NOTE: This new feature supports all the operating systems except AIX, since its shared library supports overhaul. Due to the “natural” way AIX handles shared libraries-collecting shared objects of different versions and bitness in one common archive (i.e. a libcrypto.a containing libcrypto.so.1.0, libcrypto.so.1.1, libcrypto.so.1.2-when you upgrade the minor version of OpenSSL on AIX, you can directly replace the new version of OpenSSL-three files: libcrypto.a, libssl.a, openssl in the server path $UVHOME/bin or $UDTHOME/bin). We will load the latest OpenSSL libraries from the archive file for server-side use.

Methods of building OpenSSL on different platforms.

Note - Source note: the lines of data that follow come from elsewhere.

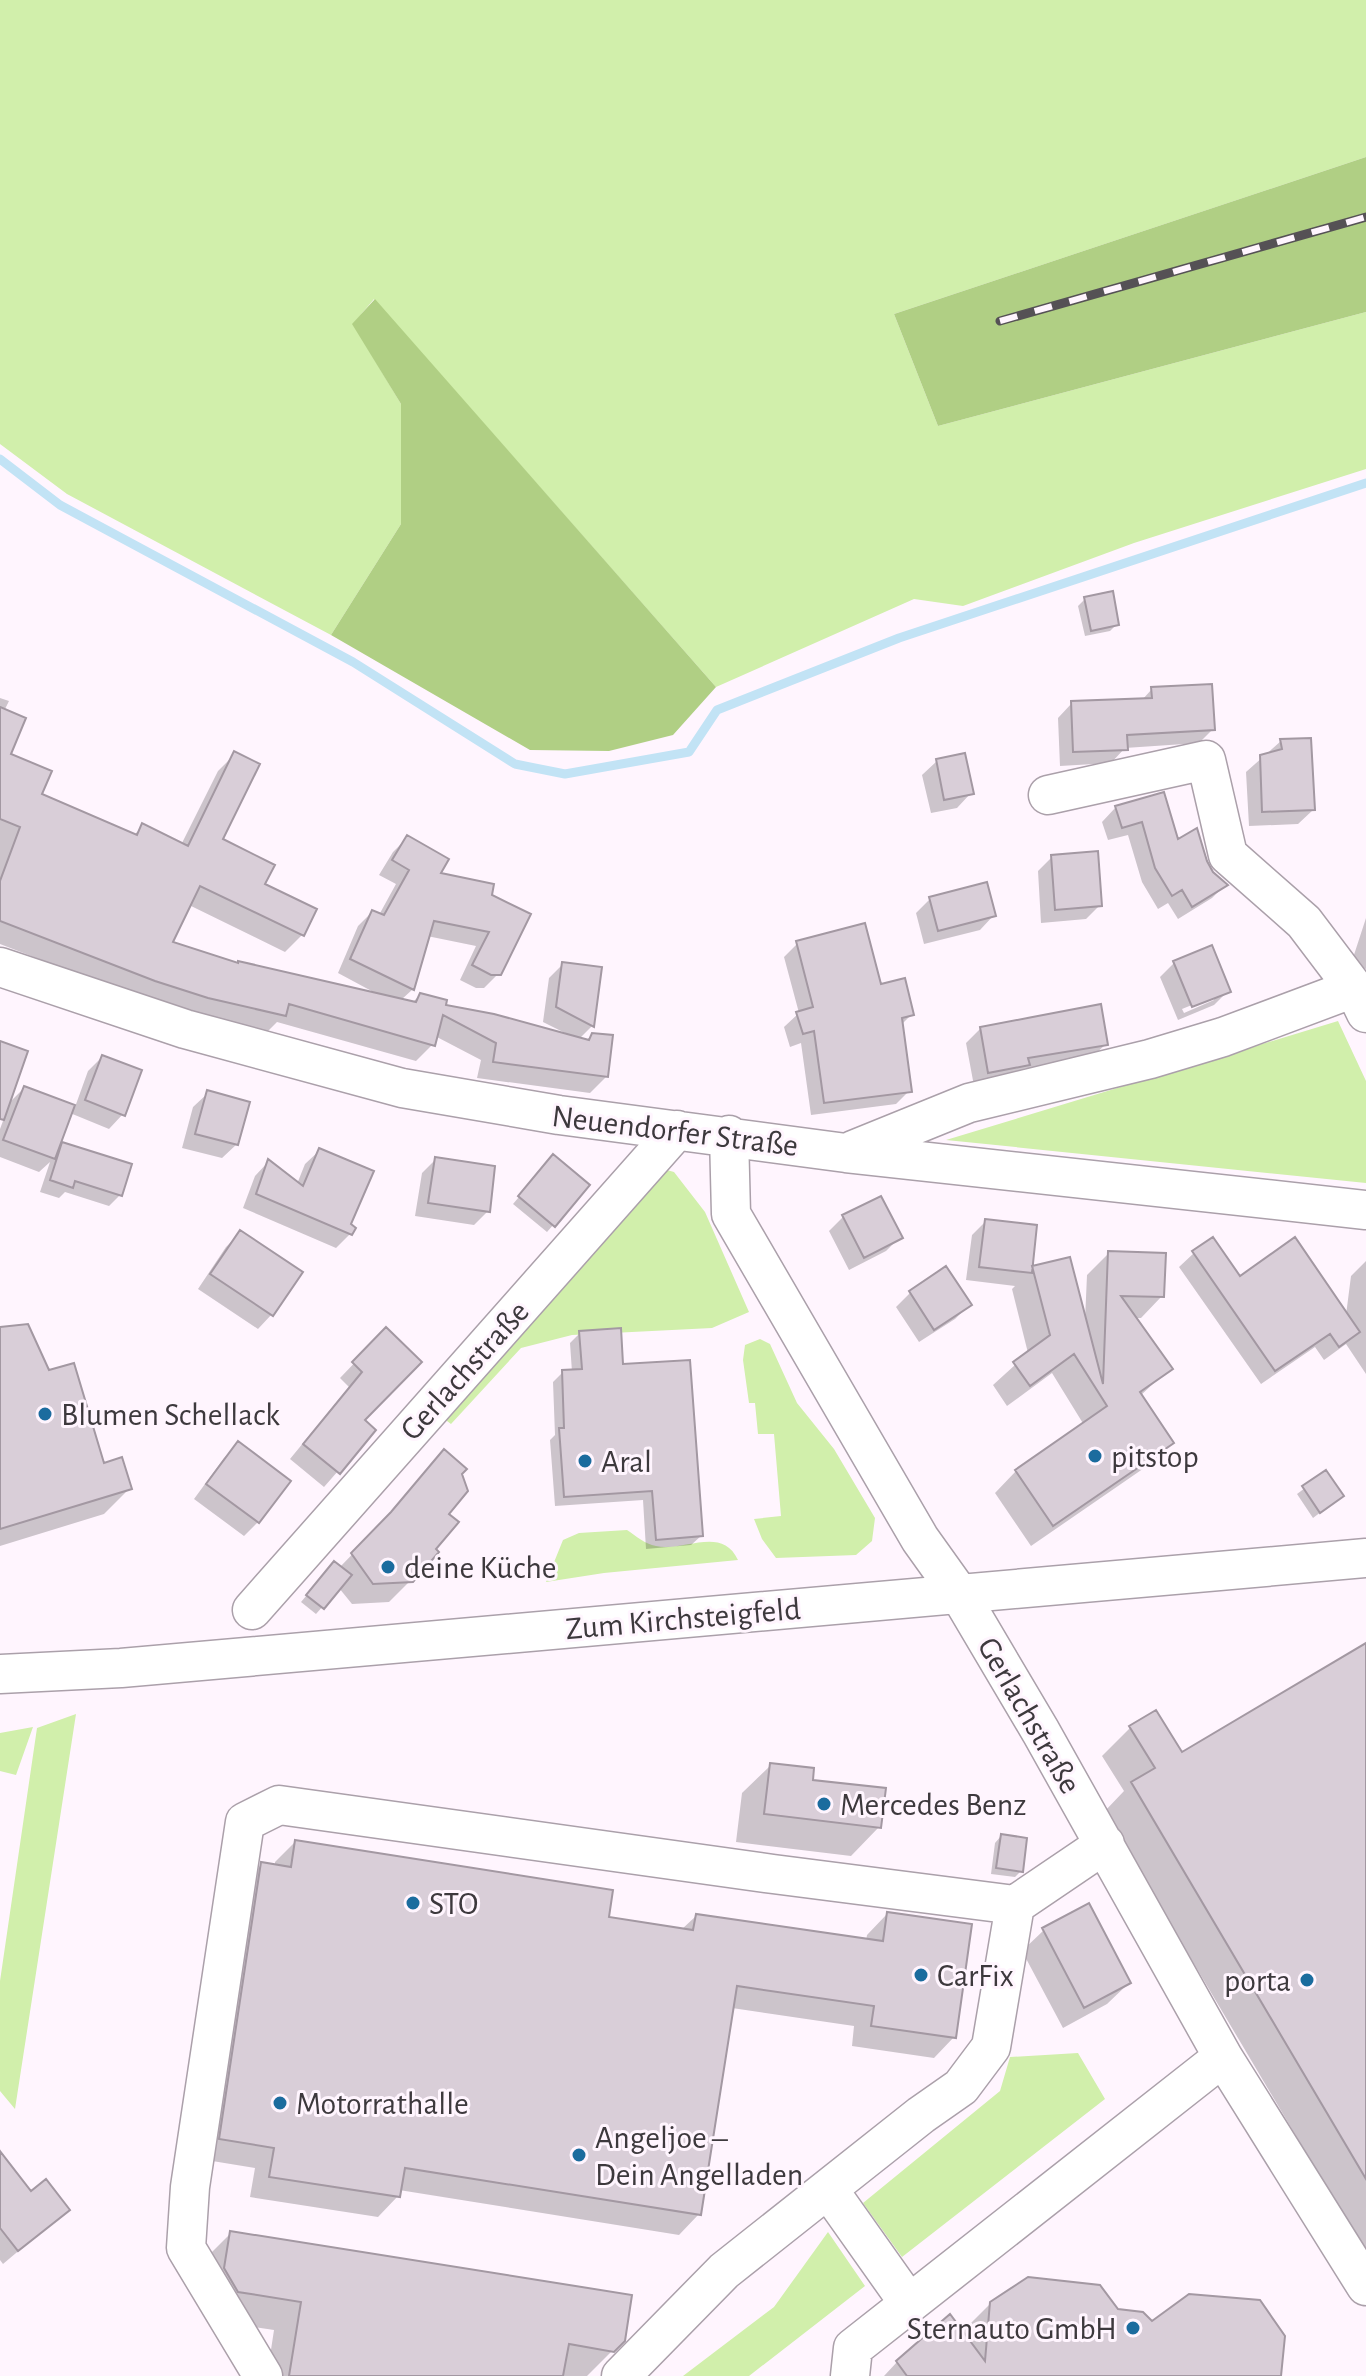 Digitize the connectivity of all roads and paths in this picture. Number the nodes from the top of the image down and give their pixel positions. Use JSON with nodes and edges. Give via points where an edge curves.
{"nodes":[{"id":1,"x":1048,"y":795,"type":"dead end"},
{"id":2,"x":0,"y":967,"type":"edge"},
{"id":3,"x":1360,"y":1001,"type":"edge"},
{"id":4,"x":677,"y":1130,"type":"junction"},
{"id":5,"x":729,"y":1135,"type":"junction"},
{"id":6,"x":846,"y":1153,"type":"junction"},
{"id":7,"x":1366,"y":1210,"type":"edge"},
{"id":8,"x":1366,"y":1558,"type":"edge"},
{"id":9,"x":960,"y":1595,"type":"junction"},
{"id":10,"x":252,"y":1610,"type":"dead end"},
{"id":11,"x":0,"y":1674,"type":"edge"},
{"id":12,"x":1105,"y":1844,"type":"junction"},
{"id":13,"x":1015,"y":1905,"type":"junction"},
{"id":14,"x":1223,"y":2057,"type":"junction"},
{"id":15,"x":828,"y":2189,"type":"junction"},
{"id":16,"x":1366,"y":2286,"type":"edge"},
{"id":17,"x":908,"y":2302,"type":"junction"},
{"id":18,"x":263,"y":2376,"type":"edge"},
{"id":19,"x":621,"y":2376,"type":"edge"},
{"id":20,"x":850,"y":2376,"type":"edge"}],
"edges":[{"from":1,"to":3,"type":"street","via":[[1206,760],[1228,855],[1304,922]]},
{"from":2,"to":4,"type":"street","name":"Neuendorfer Straße","via":[[185,1029],[402,1088]]},
{"from":3,"to":6,"type":"street","via":[[969,1103]]},
{"from":4,"to":5,"type":"street","name":"Neuendorfer Straße"},
{"from":4,"to":10,"type":"street","name":"Gerlachstraße"},
{"from":5,"to":6,"type":"street","name":"Neuendorfer Straße"},
{"from":5,"to":9,"type":"street","name":"Gerlachstraße","via":[[731,1214],[920,1539]]},
{"from":6,"to":7,"type":"street","name":"Neuendorfer Straße"},
{"from":8,"to":9,"type":"street","name":"Zum Kirchsteigfeld"},
{"from":9,"to":11,"type":"street","name":"Zum Kirchsteigfeld","via":[[136,1667]]},
{"from":9,"to":12,"type":"street","name":"Gerlachstraße"},
{"from":12,"to":13,"type":"street"},
{"from":12,"to":14,"type":"street","name":"Gerlachstraße"},
{"from":13,"to":15,"type":"street","via":[[991,2047],[961,2087]]},
{"from":13,"to":18,"type":"street","via":[[279,1805],[245,1822],[190,2187],[186,2248]]},
{"from":14,"to":16,"type":"street","name":"Gerlachstraße"},
{"from":14,"to":17,"type":"street"},
{"from":15,"to":17,"type":"street"},
{"from":15,"to":19,"type":"street","via":[[724,2271]]},
{"from":17,"to":20,"type":"street","via":[[853,2348]]}]}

Starting at Universe 11.3.2 and UniData 8.2.2, when compared to the previous version of OpenSSL such as 1.0.2/1.0.1, here are the changes to build OpenSSL 1.1.1.

1. For OpenSSL’s application (the ‘openssl’ command), we use dynamic links instead of static links. We use the OpenSSL default way to dynamically link the executable, making it easy to compile UniVerse and UniData openssl. Because the old way is too complex, we must call our own compilation script, at the same time. In some special cases, we found that there was an issue with the OpenSSL by the static link. On AIX only, if we set the environment variable OPENSSL_FIPS=1, then the OpenSSL executable included with UniData generated an error.
2. Use the default OpenSSL Shared libraries name. We use the original OpenSSL naming rules and have the major OpenSSL version number as part of the file name i.e., for OpenSSL 1.1.x, shared libraries are named libcrypto.so.1.1 and libssl.so.1.1.
3. Use $ORIGIN to specify the runtime shared library search path for OpenSSL. For OpenSSL’s application (the ‘openssl’ command), it doesn’t set the runtime shared library search path by default. It’s therefore advisable to set it explicitly when we build it. When we do the configuration, we use the special variable “$ORIGIN”. “$ORIGIN” in an rpath specification means the directory contains the application executable. Thus, an application located in somedir/app could be compiled with gcc -Wl,-rpath,\’\$\$ORIGIN\’ so that it finds an associated shared library in somedir/app no matter where somedir is located in the directory hierarchy.

For example:

Windows Platform do configure
> perl Configure VC-WIN64A no-rc5 no-idea no-mdc2 no-asm

Linux Platform do configure
>./config no-mdc2 no-rc5 no-idea no-asm LDFLAGS=-Wl,-rpath,\'\$\$ORIGIN\'
nssl version -a

Solaris Platform do configure
>./Configure -R \'\$\$ORIGIN\' solaris64-sparcv9-cc no-mdc2 no-rc5 no-idea no-asm

HP Platform do configure
>./config -Wl,+b,\'\$\$ORIGIN\' no-mdc2 no-rc5 no-idea no-asm shared

Note: AIX doesn’t support $ORIGIN, so we will set the rpath to /.uvlibs in the same way as other libraries like libodbc.so and libuniverse.so. Make sure UniVerse/UniData loads our shared libraries.

>./Configure -Wl,-R,/.uvlibs aix64-cc no-mdc2 no-rc5 no-idea no-asm shared

For detailed compilation methods, you can refer to our documentation.